It’s maintained by an active contributor over at /r/flashlight. He does frequent giveaways there, using the money collected from the site’s affiliate links. It may not be a comprehensive flashlight database, but it is still a pretty good overview of what’s available from ~40 brands at Amazon.

I personally find it a bit disappointing because ~95% of the lights in my collection aren’t listed. There’s nothing from Emisar, Lumintop, Sofirn, Fireflies, Thorfire, Convoy, Jaxman, Astrolux, Mateminco, Imalent, Reylight, Okluma, Sinner, or BLF in general. I’ve asked him about these, but generally we just end up arguing since we have very different ideas of what the site should be, and I shouldn’t expect anyone to follow my vision instead of their own. That would be silly.

Regardless, a comprehensive database is extremely difficult to maintain, and may not even be very useful. So it might be the wrong goal to aim for. I’ve found that, for most purposes, it’s a lot less work (and just as effective) to use a curated short list of what’s popular lately… such as /r/flashlight’s Arbitrary list of popular lights maintained by zak.wilson. That list has the answers to most people’s questions, because the questions mostly boil down to “what’s good”.

I presume you are familiar with the ANSI FL1? It isn’t a perfect standard but it is the standard we have to work with. I am more than a little surprised that I’m the 1st person to mention it in this thread.

Many people have tried and it isn’t easy. By far the biggest contribution to this area is zakwilson’s CeilingBounce app. Terry Oregon’s survey of PWM sensors has also made measurements easier for more people.

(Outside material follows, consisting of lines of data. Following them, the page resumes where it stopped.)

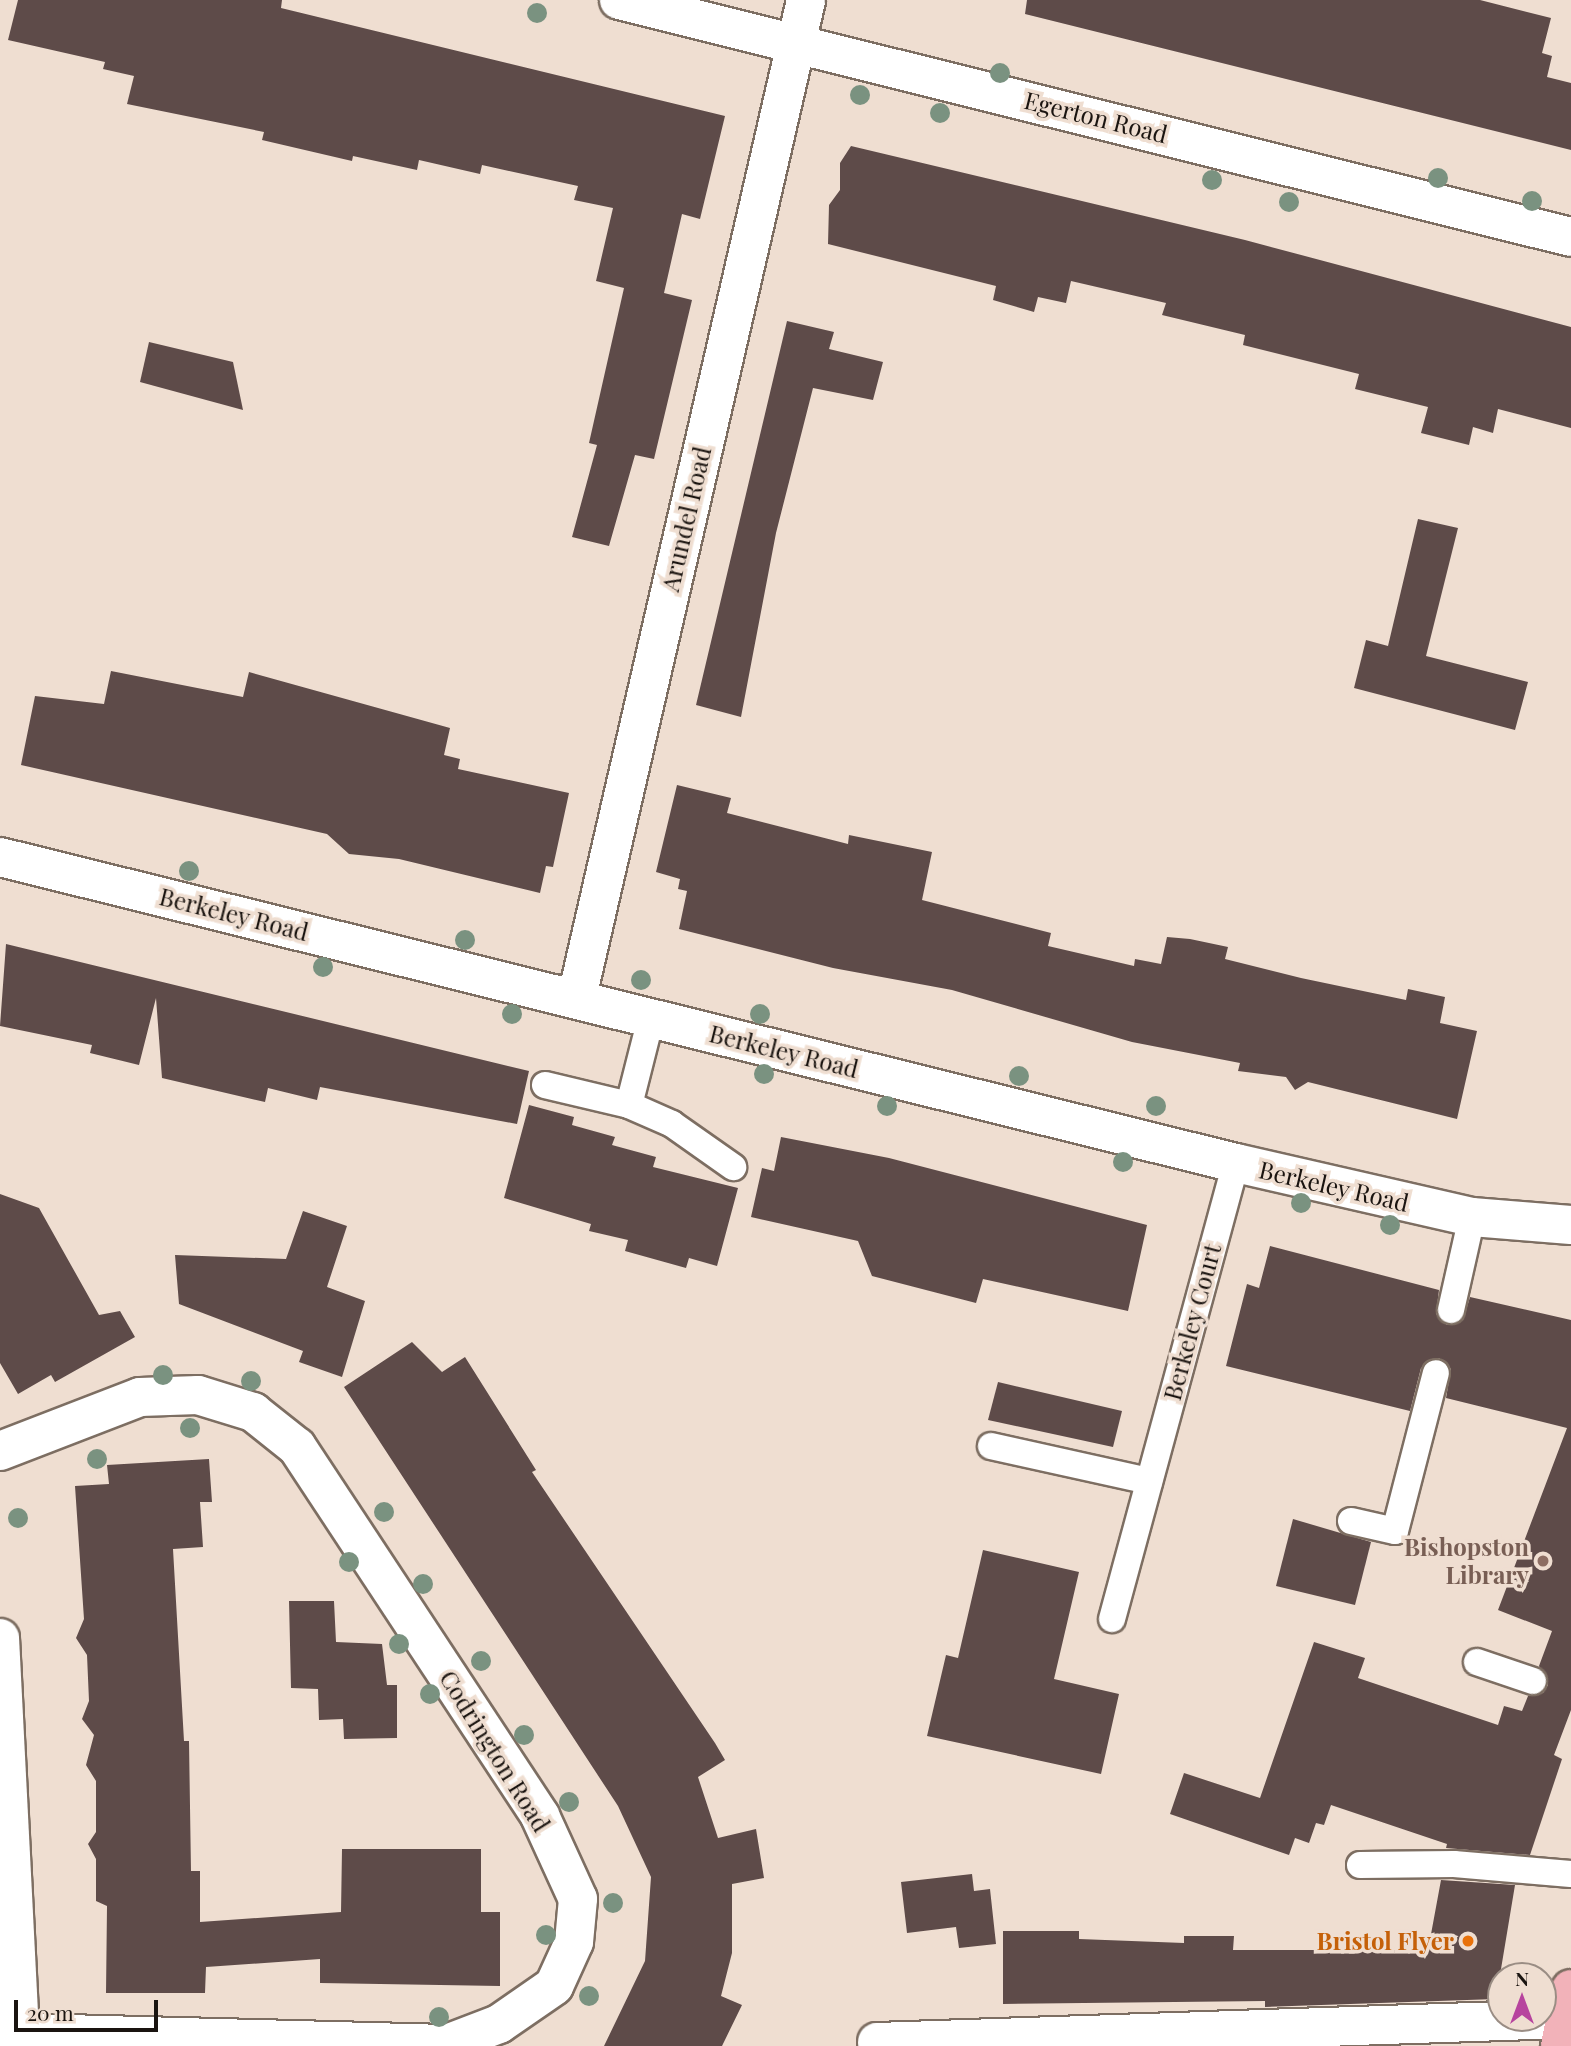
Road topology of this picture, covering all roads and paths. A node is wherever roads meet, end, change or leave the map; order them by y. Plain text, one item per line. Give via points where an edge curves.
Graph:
1 (619, 0) edge
2 (806, 0) edge
3 (796, 41) junction
4 (1571, 237) edge
5 (0, 857) edge
6 (577, 997) junction
7 (651, 1018) junction
8 (545, 1086) dead end
9 (629, 1105) junction
10 (1236, 1163) junction
11 (733, 1167) dead end
12 (1472, 1217) junction
13 (1571, 1225) edge
14 (1451, 1310) dead end
15 (1436, 1373) dead end
16 (990, 1446) dead end
17 (0, 1451) edge
18 (1149, 1481) junction
19 (1351, 1521) dead end
20 (1112, 1619) dead end
21 (0, 1638) edge
22 (1476, 1661) dead end
23 (1533, 1681) dead end
24 (1360, 1865) dead end
25 (1571, 1874) edge
26 (1565, 2018) edge
27 (14, 2036) edge
28 (877, 2042) dead end

1 - 3 street, Egerton Road
2 - 3 street, Arundel Road
3 - 4 street, Egerton Road
3 - 6 street, Arundel Road
5 - 6 street, Berkeley Road
6 - 7 street, Berkeley Road
7 - 9 lane
7 - 10 street, Berkeley Road
8 - 9 lane
9 - 11 lane via 671,1124
10 - 12 street, Berkeley Road
10 - 18 lane, Berkeley Court
12 - 13 street, Berkeley Road
12 - 14 lane
15 - 19 lane via 1395,1531
16 - 18 lane
17 - 27 street, Codrington Road via 140,1396 198,1395 253,1412 297,1447 540,1816 578,1899 574,1942 554,1986 499,2024 447,2044
18 - 20 lane, Berkeley Court
21 - 27 street
22 - 23 lane
24 - 25 lane via 1454,1864
26 - 28 street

There are maukka’s calibration lights too. And all of the DIY integrator projects that are too numerous for me to list.

I had a lengthy section commenting on each of the 6 factors you describe. But I can replace it all with: good measurements are difficult and expensive and if I say any more than that I sound like a depressing wet blanket.

However I will comment on 1 aspect that doesn’t cost money or involve measuring anything:

Despite my site being the most comprehensive collection of information out there I have completely ignored user interfaces. Categorizing these is hard. My approach has been to only classify the presence of certain UI features that people find desirable. Is there a momentary mode? Is strobe hidden? Can it measure battery charge? Is the light single mode? Etc. Programmers will look at any systematic categorization as both a roadmap and a challenge. We like making original things and the simplest way is to head off into the unknown and force you to add a new category.

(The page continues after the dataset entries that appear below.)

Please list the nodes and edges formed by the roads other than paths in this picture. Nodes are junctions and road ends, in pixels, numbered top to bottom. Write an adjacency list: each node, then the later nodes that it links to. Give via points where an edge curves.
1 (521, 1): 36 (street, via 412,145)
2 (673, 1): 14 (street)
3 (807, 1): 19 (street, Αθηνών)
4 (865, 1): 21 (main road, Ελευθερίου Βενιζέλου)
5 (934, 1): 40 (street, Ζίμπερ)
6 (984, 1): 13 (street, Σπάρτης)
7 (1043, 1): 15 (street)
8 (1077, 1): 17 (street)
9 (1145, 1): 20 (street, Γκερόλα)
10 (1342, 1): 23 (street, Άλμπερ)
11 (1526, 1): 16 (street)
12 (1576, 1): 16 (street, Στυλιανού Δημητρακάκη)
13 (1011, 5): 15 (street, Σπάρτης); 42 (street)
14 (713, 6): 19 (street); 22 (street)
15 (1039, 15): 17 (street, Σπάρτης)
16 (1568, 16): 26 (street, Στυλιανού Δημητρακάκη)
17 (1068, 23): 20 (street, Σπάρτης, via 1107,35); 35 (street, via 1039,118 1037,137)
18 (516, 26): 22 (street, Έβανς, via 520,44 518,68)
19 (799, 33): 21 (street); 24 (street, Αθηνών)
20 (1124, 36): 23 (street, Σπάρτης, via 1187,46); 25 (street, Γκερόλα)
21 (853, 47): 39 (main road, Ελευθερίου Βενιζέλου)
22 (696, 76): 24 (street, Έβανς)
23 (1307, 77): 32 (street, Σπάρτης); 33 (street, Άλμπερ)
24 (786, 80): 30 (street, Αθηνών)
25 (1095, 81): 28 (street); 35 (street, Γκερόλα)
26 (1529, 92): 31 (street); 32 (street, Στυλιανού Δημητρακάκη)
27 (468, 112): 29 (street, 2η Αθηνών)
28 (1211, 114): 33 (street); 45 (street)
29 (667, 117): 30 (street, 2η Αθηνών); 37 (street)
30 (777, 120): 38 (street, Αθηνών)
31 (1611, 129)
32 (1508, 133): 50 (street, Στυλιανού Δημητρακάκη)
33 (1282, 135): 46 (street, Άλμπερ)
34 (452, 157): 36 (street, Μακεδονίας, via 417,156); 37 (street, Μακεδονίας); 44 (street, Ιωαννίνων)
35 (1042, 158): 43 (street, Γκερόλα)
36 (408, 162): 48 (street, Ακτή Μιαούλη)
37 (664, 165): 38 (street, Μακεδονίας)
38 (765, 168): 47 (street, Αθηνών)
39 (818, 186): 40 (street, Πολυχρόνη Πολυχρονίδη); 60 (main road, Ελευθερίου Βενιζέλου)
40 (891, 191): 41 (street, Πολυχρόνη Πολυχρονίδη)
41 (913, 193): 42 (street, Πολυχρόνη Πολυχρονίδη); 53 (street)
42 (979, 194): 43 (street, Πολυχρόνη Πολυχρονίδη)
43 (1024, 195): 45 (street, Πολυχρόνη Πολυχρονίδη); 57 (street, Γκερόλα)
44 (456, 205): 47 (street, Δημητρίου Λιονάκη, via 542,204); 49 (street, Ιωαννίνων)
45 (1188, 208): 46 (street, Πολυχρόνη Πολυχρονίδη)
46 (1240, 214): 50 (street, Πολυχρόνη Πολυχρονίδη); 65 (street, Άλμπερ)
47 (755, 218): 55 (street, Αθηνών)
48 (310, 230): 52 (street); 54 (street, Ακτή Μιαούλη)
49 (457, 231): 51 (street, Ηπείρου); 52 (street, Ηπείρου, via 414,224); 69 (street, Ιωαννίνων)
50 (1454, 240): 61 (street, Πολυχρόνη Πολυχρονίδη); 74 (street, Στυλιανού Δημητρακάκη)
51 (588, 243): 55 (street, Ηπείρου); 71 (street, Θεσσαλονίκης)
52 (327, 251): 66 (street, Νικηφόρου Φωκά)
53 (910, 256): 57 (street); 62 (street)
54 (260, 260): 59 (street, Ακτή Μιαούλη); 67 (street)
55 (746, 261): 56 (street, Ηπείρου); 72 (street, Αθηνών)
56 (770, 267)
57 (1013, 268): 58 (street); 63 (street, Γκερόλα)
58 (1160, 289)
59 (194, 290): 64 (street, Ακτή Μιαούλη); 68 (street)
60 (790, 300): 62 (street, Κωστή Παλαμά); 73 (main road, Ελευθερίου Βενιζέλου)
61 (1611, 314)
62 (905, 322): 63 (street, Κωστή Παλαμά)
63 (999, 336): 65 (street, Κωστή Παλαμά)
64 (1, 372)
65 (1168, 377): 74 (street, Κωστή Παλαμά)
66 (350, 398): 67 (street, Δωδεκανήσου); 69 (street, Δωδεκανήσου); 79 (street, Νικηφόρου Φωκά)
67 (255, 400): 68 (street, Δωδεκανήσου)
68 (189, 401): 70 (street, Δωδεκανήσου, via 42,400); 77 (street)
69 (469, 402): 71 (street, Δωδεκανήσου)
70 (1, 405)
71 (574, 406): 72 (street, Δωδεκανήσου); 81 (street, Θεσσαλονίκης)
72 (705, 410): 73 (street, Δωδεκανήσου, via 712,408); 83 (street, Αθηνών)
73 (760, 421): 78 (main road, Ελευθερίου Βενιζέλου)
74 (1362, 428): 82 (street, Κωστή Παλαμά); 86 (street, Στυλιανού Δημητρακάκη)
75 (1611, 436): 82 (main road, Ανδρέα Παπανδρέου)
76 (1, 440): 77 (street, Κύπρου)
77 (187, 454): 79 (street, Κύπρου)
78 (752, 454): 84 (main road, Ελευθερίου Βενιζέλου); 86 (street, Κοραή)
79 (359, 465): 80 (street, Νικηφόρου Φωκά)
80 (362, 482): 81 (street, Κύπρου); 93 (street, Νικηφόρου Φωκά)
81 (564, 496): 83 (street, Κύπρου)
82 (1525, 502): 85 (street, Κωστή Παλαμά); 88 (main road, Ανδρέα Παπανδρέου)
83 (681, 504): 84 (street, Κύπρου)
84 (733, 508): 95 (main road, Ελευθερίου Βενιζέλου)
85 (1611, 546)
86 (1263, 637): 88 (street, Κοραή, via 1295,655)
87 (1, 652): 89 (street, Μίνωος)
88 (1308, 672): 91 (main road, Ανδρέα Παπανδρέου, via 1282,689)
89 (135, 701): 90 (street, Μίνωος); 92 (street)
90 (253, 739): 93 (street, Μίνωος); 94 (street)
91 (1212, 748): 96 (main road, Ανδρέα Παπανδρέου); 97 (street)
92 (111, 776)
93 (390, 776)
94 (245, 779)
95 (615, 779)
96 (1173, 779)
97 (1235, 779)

I hope those were enough contributions to the thread proper. I don’t want my post to be 100% threadjacking content :slight_smile:

I am very interested in seeing what you come up with. Particularly since you have professional experience in an uncommon field.

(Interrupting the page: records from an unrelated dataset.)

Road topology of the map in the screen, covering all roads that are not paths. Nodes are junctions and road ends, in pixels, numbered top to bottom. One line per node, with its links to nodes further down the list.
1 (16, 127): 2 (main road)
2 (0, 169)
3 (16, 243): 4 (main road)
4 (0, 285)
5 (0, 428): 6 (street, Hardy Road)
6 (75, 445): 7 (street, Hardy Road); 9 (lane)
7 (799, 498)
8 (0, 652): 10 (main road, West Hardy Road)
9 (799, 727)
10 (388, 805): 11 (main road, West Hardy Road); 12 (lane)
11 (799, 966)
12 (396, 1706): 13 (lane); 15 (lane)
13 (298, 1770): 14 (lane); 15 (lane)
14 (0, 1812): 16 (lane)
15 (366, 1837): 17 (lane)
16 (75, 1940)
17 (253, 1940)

It is true that in the 6 years that I’ve been doing this I’ve only advertised once. But it was before you got into flashlights. However I can say with 100% certainly that you personally have seen mention of my site before. Your eyes have slipped over it 1000s of times by now.

Here are the core requirements that I try to follow. It is nice to like a brand. Certainly makes it easier to spend a day typing. But I don’t really like Black Diamond or Petzl or Surefire or Coast or Led Lenser or Maglite for that matter. I do like the majority of lights but “not liked” companies make up 15% of the site.

Thank you. But the “amazon” thing isn’t really accurate. I actively avoid most of the brands on Amazon because most of them aren’t good. There are even a few high profile and highly requested brands that have a massive amazon presence but they have too many bad rumors tarnishing their reputation.

Whenever I am giving advice to aspiring affiliate marketers (what a sad aspiration) it is to avoid amazon as much as possible. Link to what is good instead of what makes money. Linking to a single seller presents a massive and obvious bias. Of the 41 brands I currently track there are 11 of them with no significant amazon presence. Of the 2296 production lights on the site only 1507 (66) are at amazon. And of the 5563 outbound links only 27 of them are affiliated. It is more than a little fun sharing those numbers with people in the business. They immediate go from “please tell me your secrets” to “but then I won’t make any money!” Well that is the secret :slight_smile:

I agree. In fact that List helps guide what brands get added to the site. There is a 71% overlap between The List and my site because of that.

Based on that you shouldn’t like the Arbitrary List? The List only has 25% overlap with your favorite lights. Sending people to it means they will almost certainly walk away with a light you don’t approve of :slight_smile:

You’ve certainly had the grandest ideas of what my site could be. And for that I’ll probably give you the entire database when I get hit by a bus. If anyone can make that wonderful vision happen it is you.

You’re right, I’m too harsh about the site. I’m just salty that so few of the items popular on BLF are listed in the database… and a bit confused about why. Something about it being a store, not a museum… and something about “I know it when I see it” when choosing what gets accepted or rejected from the site.

Normally I’d just add what I feel is missing, and for a while I thought I could since the site says to check out the sources on GitHub, but it’s not designed that way. It’s not the sort of project I can branch, fix, and submit patches for… and, coming from a free software background, that’s a little weird for me. So I probably overreact.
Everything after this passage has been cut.